■ **Activity**:
A single figure is expected: how many lines of the data that follows contain the word "paths".
——
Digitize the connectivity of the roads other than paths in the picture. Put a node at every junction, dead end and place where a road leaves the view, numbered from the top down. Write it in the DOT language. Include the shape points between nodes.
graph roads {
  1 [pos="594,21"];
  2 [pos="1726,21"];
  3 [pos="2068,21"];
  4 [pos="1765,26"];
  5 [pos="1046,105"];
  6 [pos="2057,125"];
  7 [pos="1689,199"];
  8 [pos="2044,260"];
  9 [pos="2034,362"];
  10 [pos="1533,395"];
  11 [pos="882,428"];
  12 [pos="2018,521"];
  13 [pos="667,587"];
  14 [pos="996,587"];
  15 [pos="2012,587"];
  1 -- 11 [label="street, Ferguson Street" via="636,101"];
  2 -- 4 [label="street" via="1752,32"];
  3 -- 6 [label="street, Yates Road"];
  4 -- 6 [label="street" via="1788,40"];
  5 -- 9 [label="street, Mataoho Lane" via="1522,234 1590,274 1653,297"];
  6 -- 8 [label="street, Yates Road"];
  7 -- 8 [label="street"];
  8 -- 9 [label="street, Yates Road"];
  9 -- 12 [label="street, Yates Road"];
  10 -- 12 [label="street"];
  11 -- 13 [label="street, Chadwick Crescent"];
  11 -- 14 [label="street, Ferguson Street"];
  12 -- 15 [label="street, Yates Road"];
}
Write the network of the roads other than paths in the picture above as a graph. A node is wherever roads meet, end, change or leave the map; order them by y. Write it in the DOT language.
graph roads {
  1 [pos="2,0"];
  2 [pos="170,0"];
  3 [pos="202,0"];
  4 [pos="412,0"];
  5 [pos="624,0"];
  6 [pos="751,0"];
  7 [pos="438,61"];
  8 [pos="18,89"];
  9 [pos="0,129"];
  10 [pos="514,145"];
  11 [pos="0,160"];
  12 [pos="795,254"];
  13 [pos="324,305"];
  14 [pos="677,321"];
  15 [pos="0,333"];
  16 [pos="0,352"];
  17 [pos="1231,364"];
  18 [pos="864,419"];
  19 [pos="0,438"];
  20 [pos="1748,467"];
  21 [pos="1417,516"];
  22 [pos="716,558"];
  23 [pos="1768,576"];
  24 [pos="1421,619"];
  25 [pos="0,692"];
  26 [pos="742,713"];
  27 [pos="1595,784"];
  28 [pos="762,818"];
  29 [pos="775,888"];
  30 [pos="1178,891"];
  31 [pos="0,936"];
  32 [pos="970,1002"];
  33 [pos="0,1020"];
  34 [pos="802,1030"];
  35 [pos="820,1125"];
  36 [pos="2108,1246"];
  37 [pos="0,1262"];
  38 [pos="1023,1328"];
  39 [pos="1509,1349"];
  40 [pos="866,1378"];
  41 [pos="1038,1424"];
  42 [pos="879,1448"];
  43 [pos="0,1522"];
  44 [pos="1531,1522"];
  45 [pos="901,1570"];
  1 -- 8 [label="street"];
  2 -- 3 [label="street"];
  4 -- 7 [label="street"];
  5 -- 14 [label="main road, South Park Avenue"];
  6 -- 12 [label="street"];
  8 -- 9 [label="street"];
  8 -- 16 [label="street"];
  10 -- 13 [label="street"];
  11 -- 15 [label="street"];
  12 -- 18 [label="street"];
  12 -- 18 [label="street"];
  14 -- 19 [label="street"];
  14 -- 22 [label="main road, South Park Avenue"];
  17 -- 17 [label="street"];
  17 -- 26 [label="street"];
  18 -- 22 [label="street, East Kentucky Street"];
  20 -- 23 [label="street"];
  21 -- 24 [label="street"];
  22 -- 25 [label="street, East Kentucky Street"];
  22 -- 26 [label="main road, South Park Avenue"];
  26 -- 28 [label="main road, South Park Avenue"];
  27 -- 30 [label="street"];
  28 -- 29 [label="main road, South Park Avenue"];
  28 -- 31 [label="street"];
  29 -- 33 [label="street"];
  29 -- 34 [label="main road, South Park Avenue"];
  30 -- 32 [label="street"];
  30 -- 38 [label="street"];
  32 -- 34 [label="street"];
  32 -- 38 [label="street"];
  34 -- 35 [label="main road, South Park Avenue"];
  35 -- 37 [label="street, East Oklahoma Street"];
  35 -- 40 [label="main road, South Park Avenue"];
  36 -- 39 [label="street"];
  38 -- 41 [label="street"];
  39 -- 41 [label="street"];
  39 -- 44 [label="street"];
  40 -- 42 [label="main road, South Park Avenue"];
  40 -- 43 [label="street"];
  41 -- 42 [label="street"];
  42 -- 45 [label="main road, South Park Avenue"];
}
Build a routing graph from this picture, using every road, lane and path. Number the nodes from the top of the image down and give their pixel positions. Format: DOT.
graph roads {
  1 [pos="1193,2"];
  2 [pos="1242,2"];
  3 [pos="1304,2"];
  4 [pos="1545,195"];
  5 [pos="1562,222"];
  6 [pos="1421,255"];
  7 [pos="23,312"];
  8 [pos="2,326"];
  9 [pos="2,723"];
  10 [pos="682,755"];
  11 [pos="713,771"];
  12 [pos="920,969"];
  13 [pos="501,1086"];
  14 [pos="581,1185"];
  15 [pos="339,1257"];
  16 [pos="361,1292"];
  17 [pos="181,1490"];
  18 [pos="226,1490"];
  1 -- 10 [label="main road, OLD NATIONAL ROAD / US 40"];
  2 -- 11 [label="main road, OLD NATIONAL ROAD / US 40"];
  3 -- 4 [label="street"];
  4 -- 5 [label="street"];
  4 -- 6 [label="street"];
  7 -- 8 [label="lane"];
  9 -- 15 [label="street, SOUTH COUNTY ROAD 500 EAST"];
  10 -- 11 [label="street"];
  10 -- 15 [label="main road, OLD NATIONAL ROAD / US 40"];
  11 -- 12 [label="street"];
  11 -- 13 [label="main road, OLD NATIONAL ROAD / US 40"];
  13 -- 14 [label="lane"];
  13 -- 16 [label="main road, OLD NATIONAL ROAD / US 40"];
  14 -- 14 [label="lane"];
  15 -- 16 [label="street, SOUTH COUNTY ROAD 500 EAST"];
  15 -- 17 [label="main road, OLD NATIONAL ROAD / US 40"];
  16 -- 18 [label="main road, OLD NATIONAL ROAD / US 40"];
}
——
■ **Task output**:
2